## WORK REQUEST
Copy out each line of the listing that has the word "TRAIL" in it.

^^^^^^^^

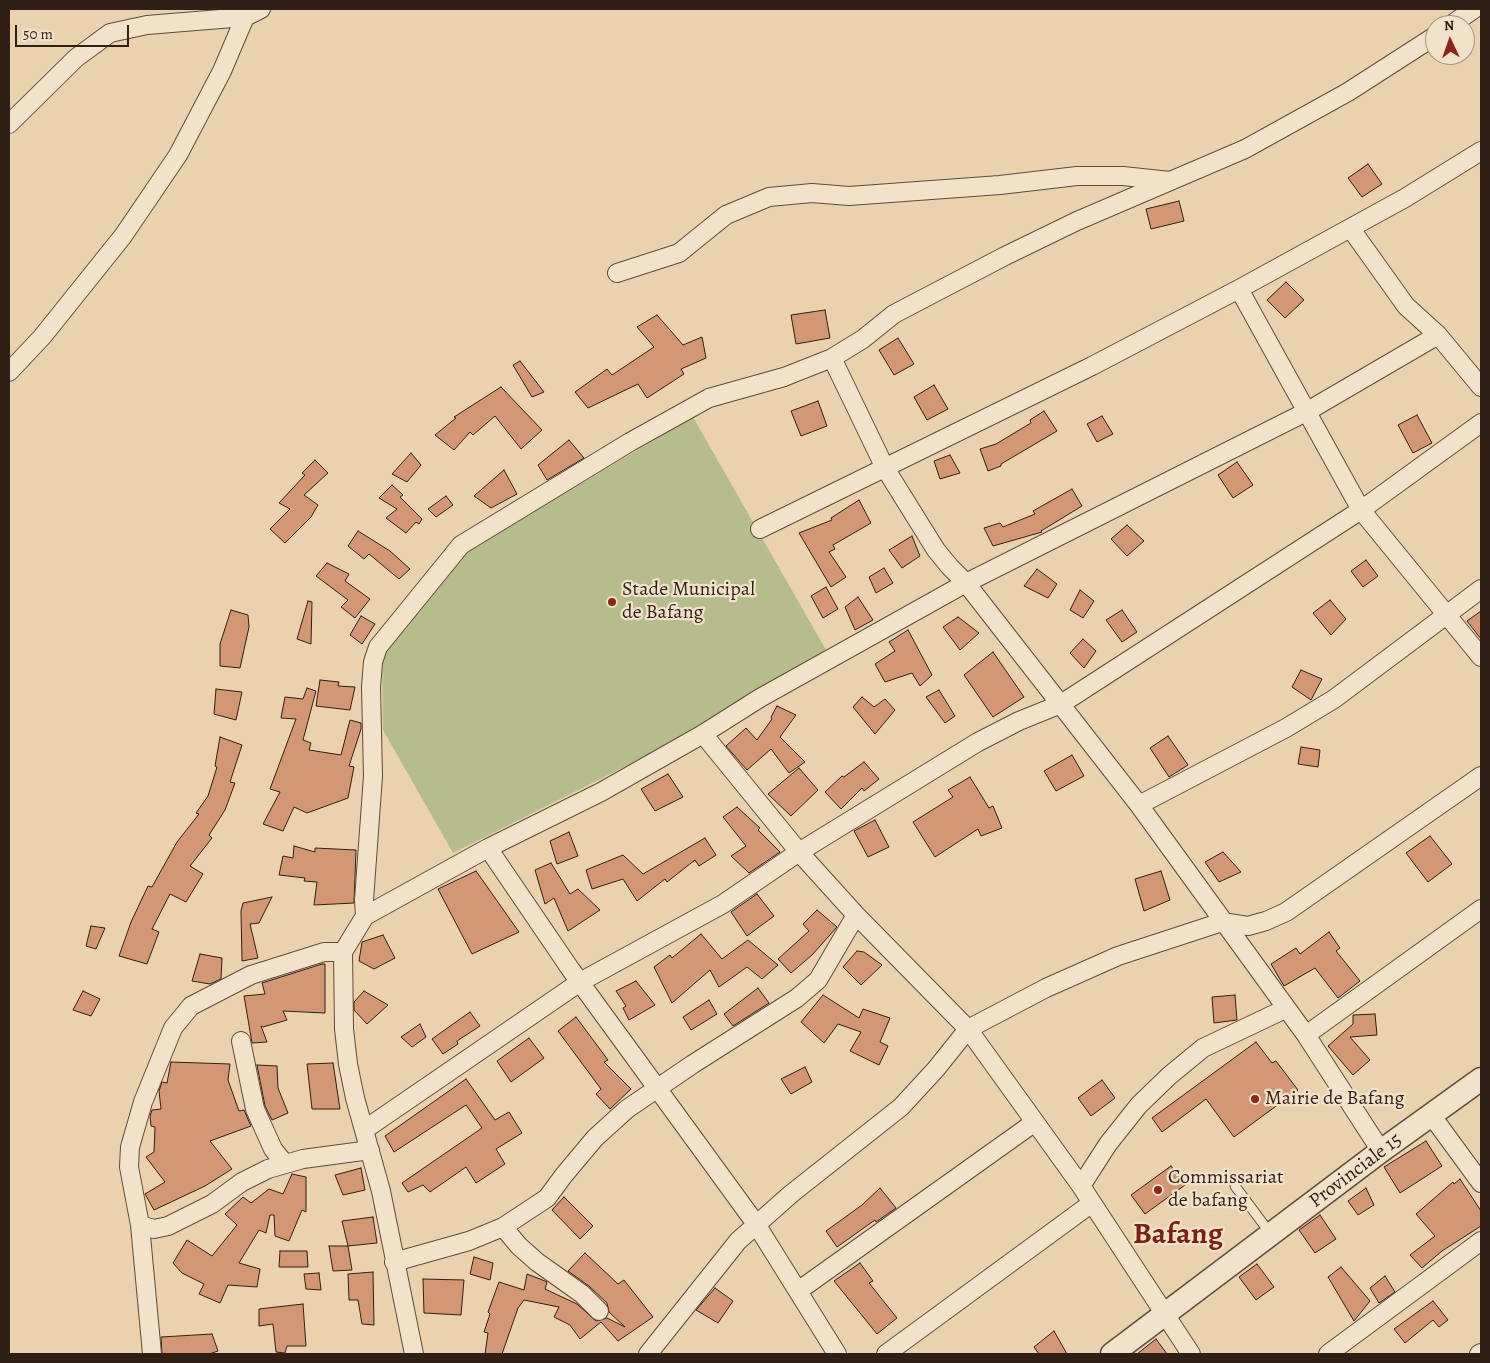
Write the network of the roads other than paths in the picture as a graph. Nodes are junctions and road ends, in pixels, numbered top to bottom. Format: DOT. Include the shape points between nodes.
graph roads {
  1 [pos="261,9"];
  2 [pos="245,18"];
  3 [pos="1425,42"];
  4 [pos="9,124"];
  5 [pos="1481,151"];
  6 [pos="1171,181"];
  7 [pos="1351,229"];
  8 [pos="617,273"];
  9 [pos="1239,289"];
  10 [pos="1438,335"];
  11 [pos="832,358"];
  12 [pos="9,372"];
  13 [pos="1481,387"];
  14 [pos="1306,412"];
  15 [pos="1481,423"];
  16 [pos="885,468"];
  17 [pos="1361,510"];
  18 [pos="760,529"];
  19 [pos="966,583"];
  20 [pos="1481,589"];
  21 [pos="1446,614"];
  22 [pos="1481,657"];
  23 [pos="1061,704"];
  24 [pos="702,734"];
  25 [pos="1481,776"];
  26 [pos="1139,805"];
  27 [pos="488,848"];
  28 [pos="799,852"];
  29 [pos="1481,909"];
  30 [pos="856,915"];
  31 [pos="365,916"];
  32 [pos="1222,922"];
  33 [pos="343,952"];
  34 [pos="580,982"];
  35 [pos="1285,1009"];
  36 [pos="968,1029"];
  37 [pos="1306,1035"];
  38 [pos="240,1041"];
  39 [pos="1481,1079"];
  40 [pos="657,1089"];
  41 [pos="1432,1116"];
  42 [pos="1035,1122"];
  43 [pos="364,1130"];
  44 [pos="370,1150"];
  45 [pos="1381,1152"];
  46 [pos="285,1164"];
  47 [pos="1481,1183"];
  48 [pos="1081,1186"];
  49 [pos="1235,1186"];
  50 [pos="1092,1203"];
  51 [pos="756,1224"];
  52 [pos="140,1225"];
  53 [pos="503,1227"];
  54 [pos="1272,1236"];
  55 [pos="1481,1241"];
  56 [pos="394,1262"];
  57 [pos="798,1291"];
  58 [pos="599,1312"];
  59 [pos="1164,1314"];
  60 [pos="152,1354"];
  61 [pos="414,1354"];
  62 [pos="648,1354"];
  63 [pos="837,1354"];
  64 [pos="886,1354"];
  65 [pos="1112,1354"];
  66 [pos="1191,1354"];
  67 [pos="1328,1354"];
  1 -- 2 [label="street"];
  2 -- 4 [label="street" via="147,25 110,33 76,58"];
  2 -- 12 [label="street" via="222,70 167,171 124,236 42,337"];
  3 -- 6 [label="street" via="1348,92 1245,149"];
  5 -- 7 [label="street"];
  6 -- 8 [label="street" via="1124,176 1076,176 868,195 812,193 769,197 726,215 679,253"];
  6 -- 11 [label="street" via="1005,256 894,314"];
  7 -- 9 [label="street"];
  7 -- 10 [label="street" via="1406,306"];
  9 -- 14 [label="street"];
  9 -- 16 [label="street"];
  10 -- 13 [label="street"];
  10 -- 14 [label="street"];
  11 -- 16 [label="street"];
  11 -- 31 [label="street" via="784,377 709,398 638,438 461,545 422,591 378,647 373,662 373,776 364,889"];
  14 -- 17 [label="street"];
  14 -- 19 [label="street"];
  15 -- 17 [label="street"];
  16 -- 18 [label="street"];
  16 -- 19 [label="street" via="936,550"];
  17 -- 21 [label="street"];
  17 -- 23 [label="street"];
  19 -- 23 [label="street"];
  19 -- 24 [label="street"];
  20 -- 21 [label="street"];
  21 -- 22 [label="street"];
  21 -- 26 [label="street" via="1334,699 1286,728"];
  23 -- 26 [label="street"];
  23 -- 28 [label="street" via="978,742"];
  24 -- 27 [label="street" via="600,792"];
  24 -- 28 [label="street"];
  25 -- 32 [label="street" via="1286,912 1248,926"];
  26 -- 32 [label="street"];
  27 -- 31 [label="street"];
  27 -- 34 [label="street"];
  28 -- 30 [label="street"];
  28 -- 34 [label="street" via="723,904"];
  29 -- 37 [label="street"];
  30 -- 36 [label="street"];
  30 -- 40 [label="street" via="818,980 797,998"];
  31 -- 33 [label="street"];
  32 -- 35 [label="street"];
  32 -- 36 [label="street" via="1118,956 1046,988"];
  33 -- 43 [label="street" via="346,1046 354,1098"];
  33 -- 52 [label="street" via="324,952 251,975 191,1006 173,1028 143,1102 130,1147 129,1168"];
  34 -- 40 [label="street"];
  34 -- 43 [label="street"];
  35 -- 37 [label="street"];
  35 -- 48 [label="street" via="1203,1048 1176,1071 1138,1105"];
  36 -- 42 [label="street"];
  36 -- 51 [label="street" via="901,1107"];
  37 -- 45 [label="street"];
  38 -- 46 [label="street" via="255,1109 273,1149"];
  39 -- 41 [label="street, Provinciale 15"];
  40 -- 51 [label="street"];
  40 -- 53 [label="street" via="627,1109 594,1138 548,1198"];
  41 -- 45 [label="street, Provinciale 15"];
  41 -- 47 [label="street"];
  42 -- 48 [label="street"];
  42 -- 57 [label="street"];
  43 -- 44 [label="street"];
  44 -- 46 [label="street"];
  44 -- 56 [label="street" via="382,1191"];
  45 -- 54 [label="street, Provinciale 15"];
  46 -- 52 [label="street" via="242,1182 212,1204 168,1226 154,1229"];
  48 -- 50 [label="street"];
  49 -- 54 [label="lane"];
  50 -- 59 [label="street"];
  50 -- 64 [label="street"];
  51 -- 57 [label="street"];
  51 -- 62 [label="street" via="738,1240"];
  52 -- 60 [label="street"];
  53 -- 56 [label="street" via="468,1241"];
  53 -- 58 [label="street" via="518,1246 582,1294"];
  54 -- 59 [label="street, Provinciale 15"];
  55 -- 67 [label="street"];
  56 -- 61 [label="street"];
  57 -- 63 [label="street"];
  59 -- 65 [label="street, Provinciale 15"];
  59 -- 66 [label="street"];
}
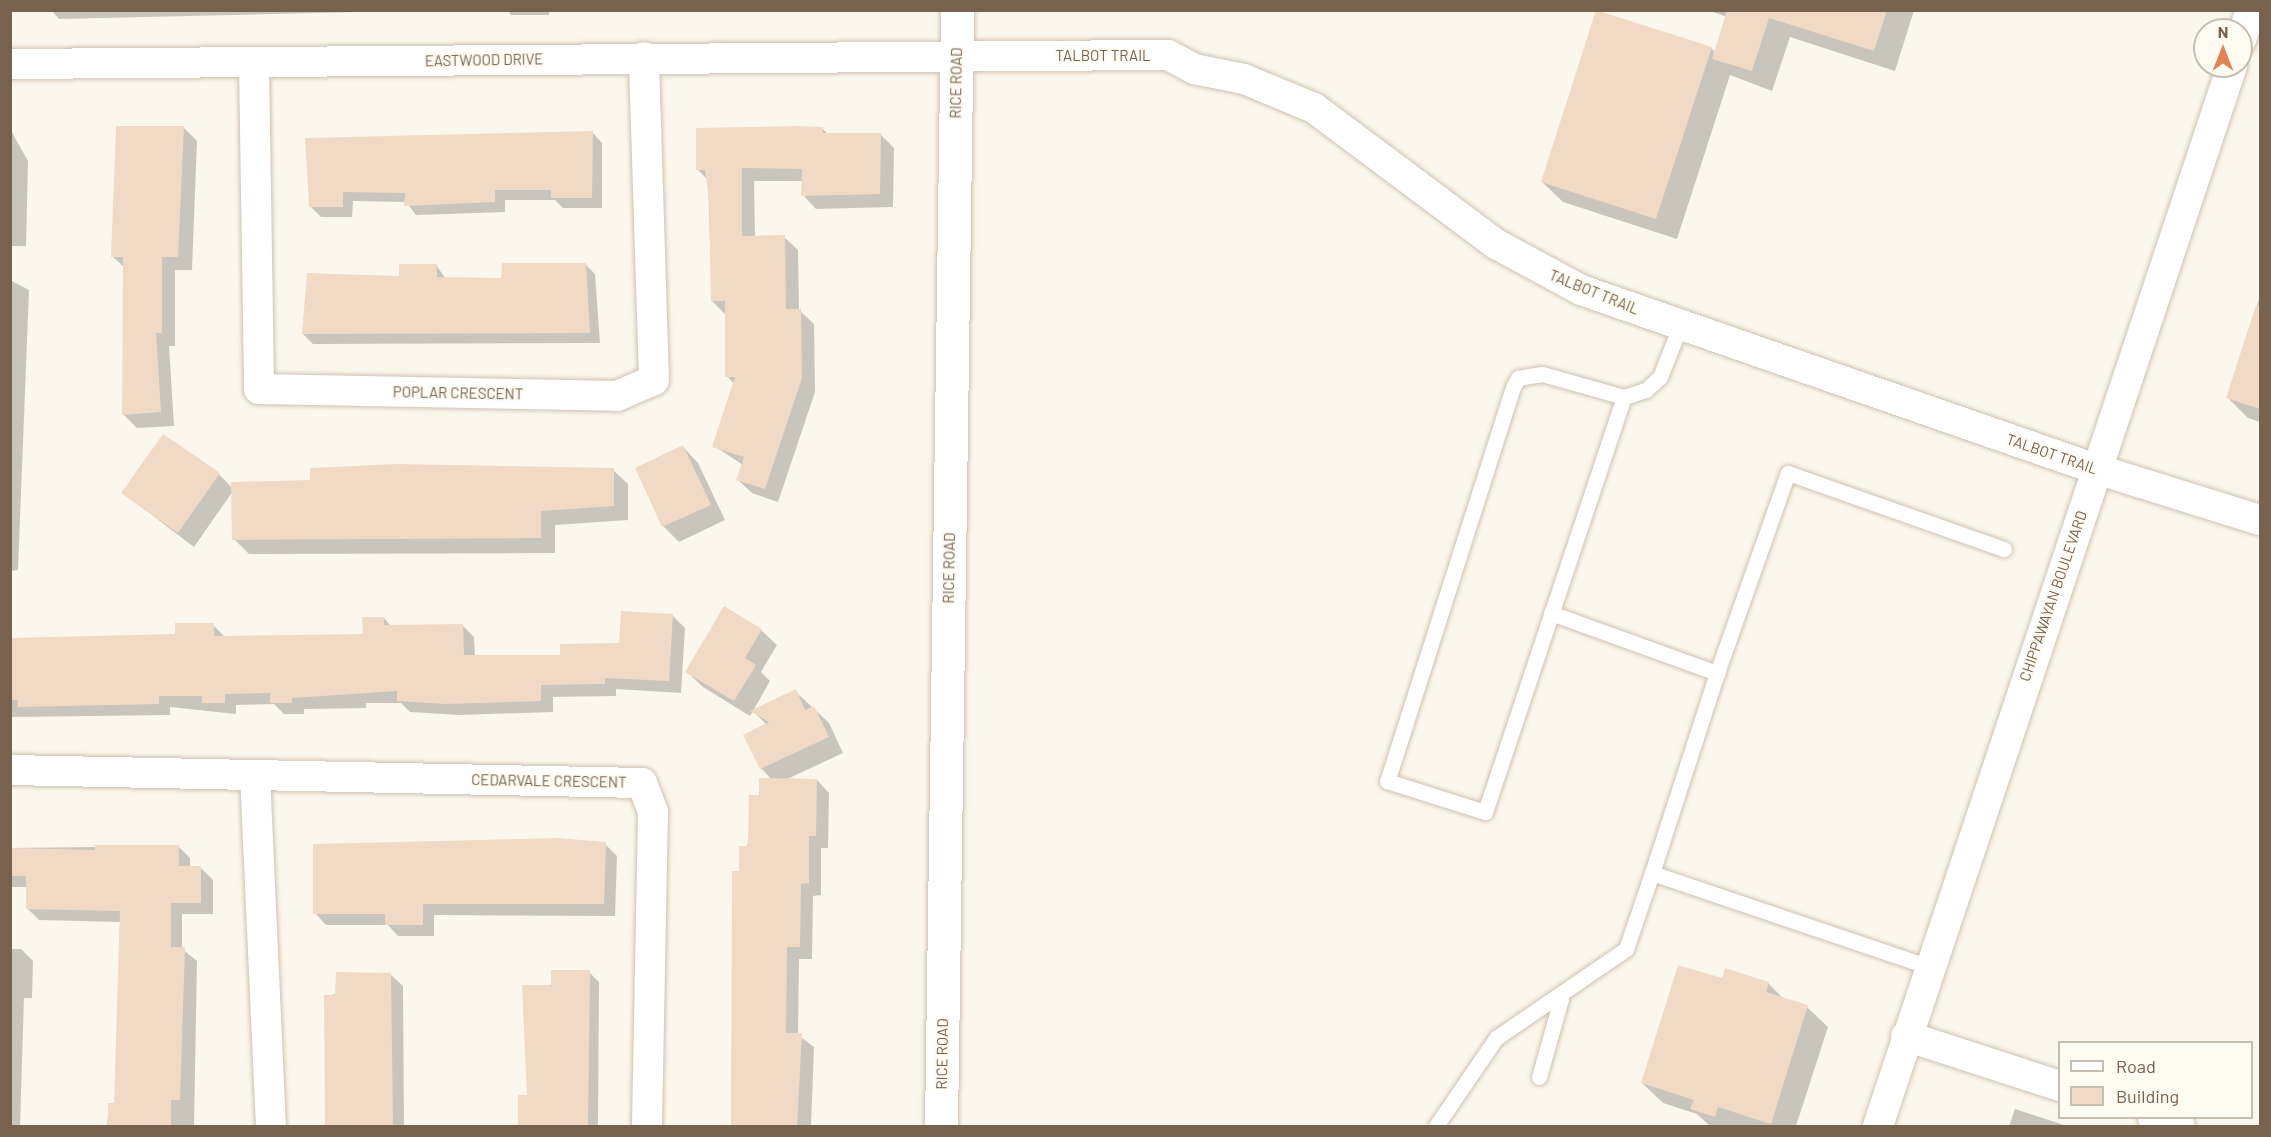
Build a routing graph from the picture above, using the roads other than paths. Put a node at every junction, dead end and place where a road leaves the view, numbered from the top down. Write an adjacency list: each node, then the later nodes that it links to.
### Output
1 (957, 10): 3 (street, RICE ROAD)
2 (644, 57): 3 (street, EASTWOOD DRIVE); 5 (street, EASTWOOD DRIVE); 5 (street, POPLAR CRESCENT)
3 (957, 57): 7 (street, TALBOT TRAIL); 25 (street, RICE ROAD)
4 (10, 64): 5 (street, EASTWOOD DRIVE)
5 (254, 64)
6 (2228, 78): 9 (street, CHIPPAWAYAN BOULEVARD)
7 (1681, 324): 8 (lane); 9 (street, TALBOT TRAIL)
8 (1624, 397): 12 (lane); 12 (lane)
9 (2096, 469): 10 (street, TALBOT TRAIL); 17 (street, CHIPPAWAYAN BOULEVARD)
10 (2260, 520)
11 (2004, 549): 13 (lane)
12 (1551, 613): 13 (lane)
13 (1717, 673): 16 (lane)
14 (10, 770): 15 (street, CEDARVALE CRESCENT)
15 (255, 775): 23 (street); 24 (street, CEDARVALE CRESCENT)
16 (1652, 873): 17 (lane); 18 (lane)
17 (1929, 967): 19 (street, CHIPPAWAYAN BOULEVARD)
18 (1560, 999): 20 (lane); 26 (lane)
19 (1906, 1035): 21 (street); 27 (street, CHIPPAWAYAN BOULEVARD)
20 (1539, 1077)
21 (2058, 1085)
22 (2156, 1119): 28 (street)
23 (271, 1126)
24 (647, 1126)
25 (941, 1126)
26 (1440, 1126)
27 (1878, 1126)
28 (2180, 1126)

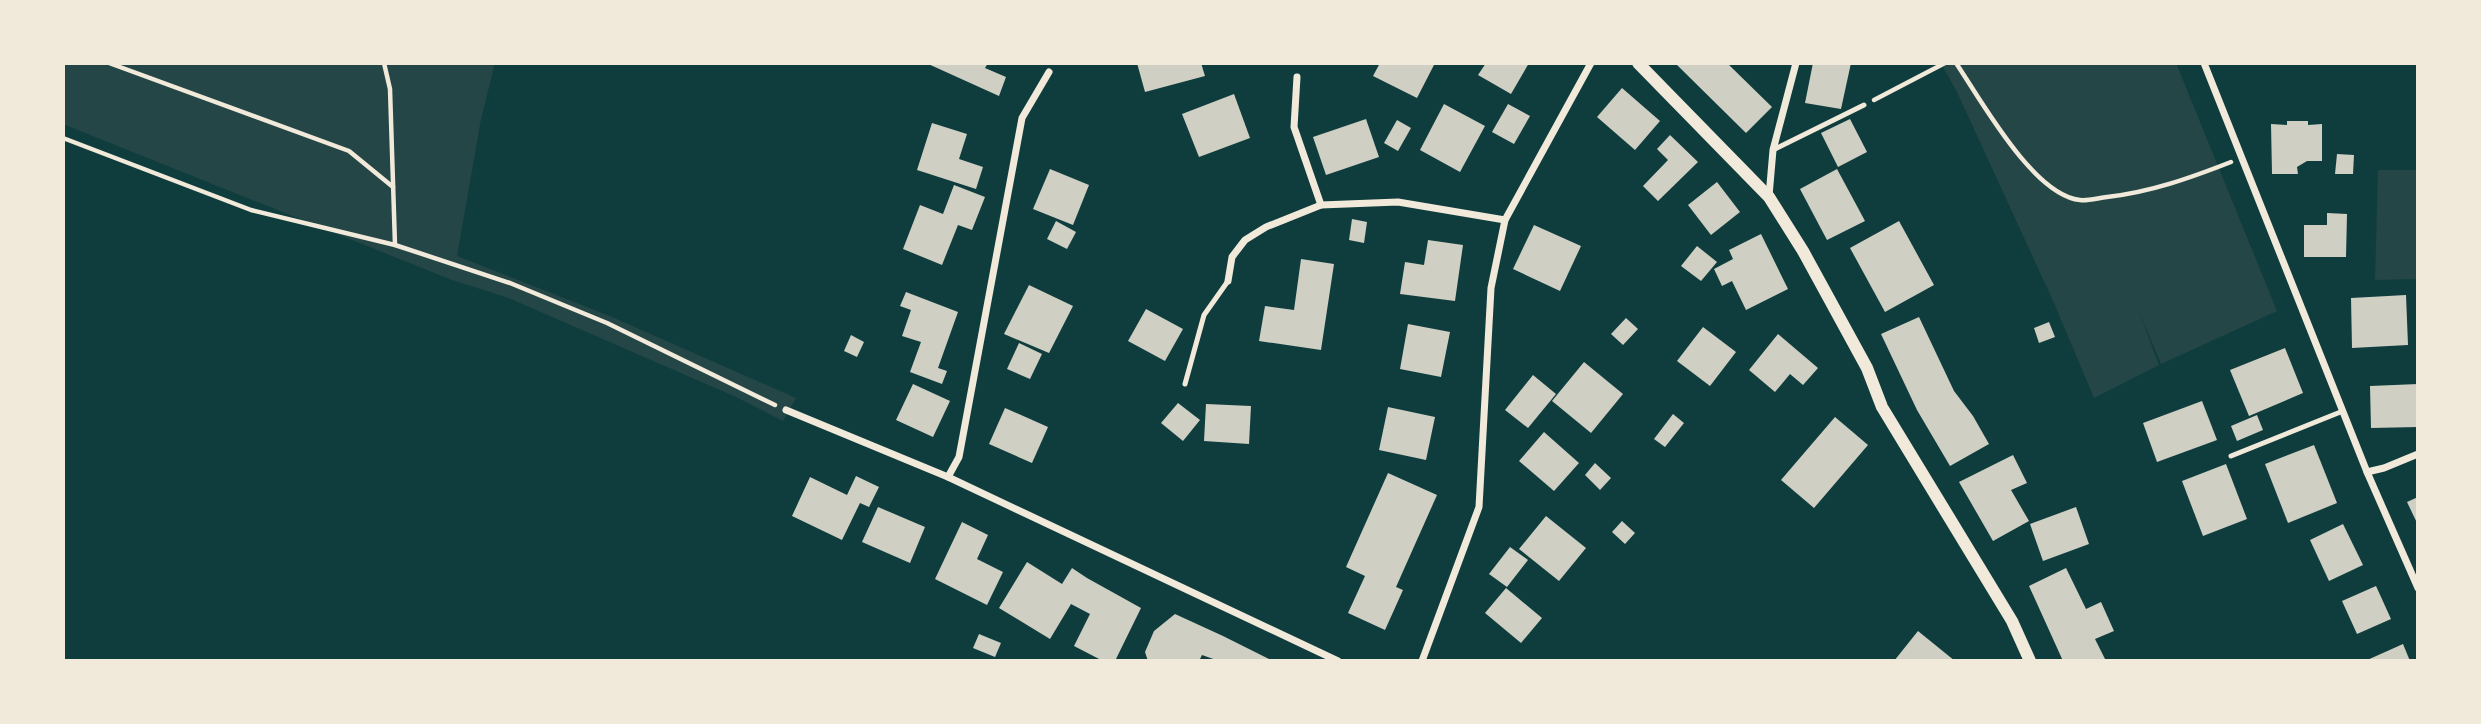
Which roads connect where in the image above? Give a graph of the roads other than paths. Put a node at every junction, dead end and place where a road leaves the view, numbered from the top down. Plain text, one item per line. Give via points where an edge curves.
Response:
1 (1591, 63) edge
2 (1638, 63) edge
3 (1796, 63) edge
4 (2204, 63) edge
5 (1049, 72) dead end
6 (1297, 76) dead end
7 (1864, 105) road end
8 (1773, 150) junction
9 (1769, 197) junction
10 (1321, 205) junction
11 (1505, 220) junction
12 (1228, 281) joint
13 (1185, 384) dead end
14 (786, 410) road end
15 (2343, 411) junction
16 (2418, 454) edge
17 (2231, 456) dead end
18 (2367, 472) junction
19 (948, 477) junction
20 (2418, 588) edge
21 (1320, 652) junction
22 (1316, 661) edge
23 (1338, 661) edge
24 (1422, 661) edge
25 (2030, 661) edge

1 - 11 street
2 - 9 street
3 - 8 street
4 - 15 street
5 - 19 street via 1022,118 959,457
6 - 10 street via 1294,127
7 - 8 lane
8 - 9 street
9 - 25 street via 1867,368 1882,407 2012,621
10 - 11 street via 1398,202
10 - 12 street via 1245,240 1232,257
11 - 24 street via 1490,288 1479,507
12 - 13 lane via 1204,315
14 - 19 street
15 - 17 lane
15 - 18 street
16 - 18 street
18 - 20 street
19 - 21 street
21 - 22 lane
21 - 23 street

^^^^^^^^

## ANSWER BOX
3 (957, 57): 7 (street, TALBOT TRAIL); 25 (street, RICE ROAD)
7 (1681, 324): 8 (lane); 9 (street, TALBOT TRAIL)
9 (2096, 469): 10 (street, TALBOT TRAIL); 17 (street, CHIPPAWAYAN BOULEVARD)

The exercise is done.